В конечном счете вариантов оставалось немного — по крайней мере, таких, которые требовали бы разговора с ним: может, они продают дом в Труро (но при всей его любви к этому дому — почему об этом надо говорить с ним?). Может, Гарольд и Джулия решили расстаться (но никакой перемены в их отношениях заметно не было). Может, они решили продать нью-йоркскую квартиру и хотят узнать, не купит ли он ее (маловероятно: он был уверен — они ни за что не станут продавать квартиру). Может, они ремонтируют ту квартиру и хотят, чтобы он проследил за ремонтом.

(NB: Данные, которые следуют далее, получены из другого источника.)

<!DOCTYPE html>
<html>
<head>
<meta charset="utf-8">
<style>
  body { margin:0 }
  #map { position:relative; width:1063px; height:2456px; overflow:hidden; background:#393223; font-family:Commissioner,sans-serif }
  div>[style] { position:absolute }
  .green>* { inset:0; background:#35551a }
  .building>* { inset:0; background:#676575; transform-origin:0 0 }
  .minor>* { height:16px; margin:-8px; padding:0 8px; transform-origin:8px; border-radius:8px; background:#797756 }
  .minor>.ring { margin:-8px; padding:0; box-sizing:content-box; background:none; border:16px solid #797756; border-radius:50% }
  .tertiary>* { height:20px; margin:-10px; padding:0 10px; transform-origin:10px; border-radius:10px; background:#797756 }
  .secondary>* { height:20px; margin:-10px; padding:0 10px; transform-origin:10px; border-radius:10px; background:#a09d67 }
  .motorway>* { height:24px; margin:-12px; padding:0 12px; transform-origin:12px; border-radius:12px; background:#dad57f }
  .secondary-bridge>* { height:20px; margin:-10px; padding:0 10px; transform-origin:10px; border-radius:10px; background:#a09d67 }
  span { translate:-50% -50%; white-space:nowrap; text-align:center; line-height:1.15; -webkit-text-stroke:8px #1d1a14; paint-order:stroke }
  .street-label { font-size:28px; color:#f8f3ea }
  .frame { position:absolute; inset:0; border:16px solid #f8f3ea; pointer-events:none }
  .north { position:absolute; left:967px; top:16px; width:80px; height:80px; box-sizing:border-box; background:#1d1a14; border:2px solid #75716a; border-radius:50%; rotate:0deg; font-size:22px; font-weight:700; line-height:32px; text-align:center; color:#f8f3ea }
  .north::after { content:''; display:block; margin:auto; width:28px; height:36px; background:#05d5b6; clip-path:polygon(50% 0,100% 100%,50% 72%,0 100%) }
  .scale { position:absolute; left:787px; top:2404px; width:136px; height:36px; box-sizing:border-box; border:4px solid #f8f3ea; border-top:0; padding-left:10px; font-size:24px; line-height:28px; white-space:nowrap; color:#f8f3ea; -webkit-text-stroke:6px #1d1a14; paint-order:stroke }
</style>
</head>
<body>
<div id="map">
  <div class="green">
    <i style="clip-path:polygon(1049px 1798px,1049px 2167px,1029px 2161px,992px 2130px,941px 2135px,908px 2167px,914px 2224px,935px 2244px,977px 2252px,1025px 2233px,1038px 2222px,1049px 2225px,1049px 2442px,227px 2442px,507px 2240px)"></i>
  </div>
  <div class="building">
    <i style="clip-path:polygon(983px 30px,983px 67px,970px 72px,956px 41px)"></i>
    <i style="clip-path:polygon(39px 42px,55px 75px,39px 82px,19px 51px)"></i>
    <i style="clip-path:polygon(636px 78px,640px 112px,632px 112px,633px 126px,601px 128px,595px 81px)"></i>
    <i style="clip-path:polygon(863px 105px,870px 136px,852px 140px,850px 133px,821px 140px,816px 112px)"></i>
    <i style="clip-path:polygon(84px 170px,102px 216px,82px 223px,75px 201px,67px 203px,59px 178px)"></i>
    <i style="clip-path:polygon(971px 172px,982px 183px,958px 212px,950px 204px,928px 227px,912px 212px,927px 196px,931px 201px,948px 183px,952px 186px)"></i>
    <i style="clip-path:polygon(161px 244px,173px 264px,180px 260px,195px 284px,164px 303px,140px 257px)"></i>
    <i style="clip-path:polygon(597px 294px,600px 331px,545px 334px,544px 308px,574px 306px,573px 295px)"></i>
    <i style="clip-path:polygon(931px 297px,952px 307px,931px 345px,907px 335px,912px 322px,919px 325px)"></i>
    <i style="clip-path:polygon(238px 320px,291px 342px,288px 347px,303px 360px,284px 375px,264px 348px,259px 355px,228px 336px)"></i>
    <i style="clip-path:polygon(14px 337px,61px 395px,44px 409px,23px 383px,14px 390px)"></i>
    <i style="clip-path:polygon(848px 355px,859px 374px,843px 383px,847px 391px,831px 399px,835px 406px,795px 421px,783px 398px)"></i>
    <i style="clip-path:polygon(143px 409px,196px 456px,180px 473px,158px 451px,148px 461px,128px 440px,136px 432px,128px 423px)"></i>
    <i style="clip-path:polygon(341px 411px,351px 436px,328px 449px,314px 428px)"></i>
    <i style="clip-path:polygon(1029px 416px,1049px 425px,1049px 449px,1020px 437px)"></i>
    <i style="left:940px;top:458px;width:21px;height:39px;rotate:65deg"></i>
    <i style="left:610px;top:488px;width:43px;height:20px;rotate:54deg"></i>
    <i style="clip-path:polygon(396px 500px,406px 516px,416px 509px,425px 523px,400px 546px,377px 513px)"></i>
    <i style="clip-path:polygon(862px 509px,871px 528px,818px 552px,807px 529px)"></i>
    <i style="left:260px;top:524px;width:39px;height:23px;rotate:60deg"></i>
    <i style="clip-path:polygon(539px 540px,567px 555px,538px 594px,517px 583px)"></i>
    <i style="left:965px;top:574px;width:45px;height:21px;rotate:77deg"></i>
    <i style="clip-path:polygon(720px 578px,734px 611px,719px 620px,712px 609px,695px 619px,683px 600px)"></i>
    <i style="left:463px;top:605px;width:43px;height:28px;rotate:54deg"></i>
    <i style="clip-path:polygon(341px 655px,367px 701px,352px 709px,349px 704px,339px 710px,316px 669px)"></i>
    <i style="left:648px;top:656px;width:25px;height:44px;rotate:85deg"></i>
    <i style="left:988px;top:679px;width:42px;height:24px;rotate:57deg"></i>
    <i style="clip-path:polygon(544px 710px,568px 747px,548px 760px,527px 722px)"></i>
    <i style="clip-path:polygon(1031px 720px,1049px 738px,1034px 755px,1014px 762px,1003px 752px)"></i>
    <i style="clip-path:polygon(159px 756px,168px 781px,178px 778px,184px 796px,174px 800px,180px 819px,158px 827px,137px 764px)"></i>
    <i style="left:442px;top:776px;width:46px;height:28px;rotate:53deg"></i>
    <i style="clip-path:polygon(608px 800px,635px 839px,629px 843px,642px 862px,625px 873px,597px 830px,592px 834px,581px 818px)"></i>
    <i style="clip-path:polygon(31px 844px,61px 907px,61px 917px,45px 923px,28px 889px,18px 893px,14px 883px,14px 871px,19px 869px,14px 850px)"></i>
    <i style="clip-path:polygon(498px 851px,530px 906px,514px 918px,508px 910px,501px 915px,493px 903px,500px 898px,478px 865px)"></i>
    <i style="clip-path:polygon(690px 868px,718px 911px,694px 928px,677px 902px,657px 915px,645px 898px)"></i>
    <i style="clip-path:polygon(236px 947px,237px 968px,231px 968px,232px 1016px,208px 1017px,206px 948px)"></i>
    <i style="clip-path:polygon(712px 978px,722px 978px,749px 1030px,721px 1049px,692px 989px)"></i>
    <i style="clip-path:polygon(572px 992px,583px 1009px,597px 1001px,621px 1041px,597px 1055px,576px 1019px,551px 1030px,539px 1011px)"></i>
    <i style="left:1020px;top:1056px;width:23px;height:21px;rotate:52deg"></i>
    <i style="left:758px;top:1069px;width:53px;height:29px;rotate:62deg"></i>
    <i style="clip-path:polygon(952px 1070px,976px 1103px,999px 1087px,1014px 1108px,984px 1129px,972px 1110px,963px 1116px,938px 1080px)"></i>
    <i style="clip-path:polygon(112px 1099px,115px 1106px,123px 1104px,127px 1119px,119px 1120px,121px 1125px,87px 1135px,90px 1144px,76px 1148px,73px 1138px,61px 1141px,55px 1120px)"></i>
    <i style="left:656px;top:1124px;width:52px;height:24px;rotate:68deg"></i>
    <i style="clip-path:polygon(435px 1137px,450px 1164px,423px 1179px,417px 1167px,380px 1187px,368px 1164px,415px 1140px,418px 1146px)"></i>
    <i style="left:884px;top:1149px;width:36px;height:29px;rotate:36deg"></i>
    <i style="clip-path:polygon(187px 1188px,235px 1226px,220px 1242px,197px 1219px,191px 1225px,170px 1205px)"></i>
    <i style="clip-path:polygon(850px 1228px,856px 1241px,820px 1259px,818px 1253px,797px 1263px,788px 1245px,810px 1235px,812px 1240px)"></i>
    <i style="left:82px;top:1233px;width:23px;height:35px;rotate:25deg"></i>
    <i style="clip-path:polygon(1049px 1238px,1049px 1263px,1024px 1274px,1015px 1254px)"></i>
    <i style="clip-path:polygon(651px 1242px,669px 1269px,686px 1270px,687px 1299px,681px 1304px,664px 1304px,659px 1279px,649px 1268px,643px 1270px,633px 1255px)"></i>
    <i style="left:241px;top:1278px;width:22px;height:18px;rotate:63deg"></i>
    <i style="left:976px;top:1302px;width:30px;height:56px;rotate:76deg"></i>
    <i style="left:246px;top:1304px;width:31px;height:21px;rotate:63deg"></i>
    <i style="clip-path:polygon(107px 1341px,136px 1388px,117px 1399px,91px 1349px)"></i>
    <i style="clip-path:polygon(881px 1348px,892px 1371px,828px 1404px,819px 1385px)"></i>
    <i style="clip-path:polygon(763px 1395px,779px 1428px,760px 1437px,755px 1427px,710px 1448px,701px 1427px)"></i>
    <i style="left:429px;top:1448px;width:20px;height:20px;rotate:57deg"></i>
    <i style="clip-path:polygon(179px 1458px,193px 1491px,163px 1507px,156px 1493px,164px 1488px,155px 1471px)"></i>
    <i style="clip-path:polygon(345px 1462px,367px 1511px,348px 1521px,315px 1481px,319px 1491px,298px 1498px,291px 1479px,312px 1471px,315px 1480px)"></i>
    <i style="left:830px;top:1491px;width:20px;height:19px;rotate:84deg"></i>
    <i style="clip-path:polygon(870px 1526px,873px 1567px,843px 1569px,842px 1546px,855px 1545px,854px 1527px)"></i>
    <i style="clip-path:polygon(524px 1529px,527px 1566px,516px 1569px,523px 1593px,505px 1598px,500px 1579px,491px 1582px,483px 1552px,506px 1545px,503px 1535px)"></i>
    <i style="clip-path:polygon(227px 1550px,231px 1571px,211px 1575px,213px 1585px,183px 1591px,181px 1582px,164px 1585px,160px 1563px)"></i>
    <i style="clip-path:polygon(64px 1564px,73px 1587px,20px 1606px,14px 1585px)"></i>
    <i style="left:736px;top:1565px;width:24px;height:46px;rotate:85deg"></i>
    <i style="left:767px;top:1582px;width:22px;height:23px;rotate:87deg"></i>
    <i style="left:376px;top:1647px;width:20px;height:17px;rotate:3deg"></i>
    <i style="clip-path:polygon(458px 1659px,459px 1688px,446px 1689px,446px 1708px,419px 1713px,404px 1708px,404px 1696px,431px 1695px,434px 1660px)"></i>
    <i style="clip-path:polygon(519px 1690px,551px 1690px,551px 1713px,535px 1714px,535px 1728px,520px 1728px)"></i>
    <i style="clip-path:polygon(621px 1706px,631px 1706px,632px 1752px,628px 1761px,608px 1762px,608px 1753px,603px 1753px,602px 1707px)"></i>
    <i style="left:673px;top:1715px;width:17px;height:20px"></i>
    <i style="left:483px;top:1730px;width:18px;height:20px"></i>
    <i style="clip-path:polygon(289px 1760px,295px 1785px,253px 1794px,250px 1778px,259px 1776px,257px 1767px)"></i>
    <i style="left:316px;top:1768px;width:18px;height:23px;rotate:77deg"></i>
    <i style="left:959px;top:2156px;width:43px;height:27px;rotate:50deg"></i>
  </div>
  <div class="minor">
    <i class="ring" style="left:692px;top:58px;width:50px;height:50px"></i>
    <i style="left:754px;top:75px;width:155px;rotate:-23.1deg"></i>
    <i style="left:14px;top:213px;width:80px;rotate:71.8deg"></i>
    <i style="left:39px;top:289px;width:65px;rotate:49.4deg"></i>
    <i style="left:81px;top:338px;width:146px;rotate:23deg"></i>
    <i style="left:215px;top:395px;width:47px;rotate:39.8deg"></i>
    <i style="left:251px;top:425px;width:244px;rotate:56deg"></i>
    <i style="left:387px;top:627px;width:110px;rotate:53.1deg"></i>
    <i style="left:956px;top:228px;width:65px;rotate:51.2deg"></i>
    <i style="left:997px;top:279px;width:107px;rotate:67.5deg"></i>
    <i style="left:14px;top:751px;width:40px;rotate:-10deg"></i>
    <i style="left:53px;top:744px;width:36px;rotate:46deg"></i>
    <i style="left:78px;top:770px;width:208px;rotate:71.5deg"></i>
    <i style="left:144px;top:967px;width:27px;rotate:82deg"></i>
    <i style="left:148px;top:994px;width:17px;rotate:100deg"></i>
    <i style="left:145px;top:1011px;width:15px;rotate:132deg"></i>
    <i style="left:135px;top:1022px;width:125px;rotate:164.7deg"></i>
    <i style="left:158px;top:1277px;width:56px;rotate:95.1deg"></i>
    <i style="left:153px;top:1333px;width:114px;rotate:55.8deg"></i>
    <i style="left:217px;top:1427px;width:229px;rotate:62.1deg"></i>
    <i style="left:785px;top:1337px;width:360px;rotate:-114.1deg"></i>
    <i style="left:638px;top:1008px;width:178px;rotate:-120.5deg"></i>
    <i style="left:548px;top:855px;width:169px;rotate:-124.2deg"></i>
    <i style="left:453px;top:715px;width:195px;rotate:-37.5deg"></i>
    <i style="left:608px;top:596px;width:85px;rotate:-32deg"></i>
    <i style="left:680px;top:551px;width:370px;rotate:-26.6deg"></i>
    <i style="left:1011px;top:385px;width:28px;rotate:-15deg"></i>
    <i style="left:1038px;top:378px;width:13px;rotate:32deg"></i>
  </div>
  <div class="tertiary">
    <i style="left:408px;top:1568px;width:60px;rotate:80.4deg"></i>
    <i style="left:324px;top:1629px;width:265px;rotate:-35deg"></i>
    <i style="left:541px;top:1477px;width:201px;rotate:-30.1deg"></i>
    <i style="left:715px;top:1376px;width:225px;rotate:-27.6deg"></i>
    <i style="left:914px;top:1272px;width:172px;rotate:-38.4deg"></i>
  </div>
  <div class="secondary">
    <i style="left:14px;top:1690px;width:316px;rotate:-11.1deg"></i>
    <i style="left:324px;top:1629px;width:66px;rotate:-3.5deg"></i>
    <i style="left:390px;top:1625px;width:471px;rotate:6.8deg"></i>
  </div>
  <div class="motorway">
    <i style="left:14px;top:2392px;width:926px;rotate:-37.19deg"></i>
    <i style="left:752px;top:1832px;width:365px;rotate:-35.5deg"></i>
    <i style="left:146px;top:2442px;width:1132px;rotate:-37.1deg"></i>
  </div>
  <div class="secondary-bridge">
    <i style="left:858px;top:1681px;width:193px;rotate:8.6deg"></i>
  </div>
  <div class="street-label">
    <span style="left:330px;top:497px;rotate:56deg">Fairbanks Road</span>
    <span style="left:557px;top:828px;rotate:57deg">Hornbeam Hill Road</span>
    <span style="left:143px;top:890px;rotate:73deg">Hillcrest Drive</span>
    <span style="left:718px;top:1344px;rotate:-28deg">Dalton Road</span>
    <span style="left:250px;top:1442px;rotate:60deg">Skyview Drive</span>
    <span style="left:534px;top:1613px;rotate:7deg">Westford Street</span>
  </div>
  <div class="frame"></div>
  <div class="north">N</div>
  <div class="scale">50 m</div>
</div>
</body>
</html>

Потом их предположения стали более конкретными и менее правдоподобными: может, Джулия сменила сексуальную ориентацию (или Гарольд). Может, Гарольд вступил в секту (или Джулия). Может, они бросают работу и переезжают в ашрам на севере штата Нью-Йорк. Может, они решили стать аскетами и жить в труднодоступной долине в штате Кашмир. Может, они ложатся на совместную омолаживающую пластическую операцию. Может, Гарольд стал республиканцем. Может, Джулия уверовала в Бога. Может, Гарольду предложили должность министра юстиции. Может, правительство Тибета в изгнании установило, что Джулия — это очередная инкарнация Панчен-ламы, и она переезжает в Дармсалу. Может, Гарольд собрался участвовать в президентских выборах в качестве кандидата от социалистов. Может быть, они открывают ресторан на центральной площади, где будут подавать только индейку, фаршированную каким-нибудь еще мясом. К этому времени они так хохотали — и от нервной, успокаивающей беспомощности незнания, и от абсурдности своих догадок, — что согнулись пополам, и каждый зажимал рот воротником куртки, чтобы не шуметь, а замерзающие слезы пощипывали им щеки.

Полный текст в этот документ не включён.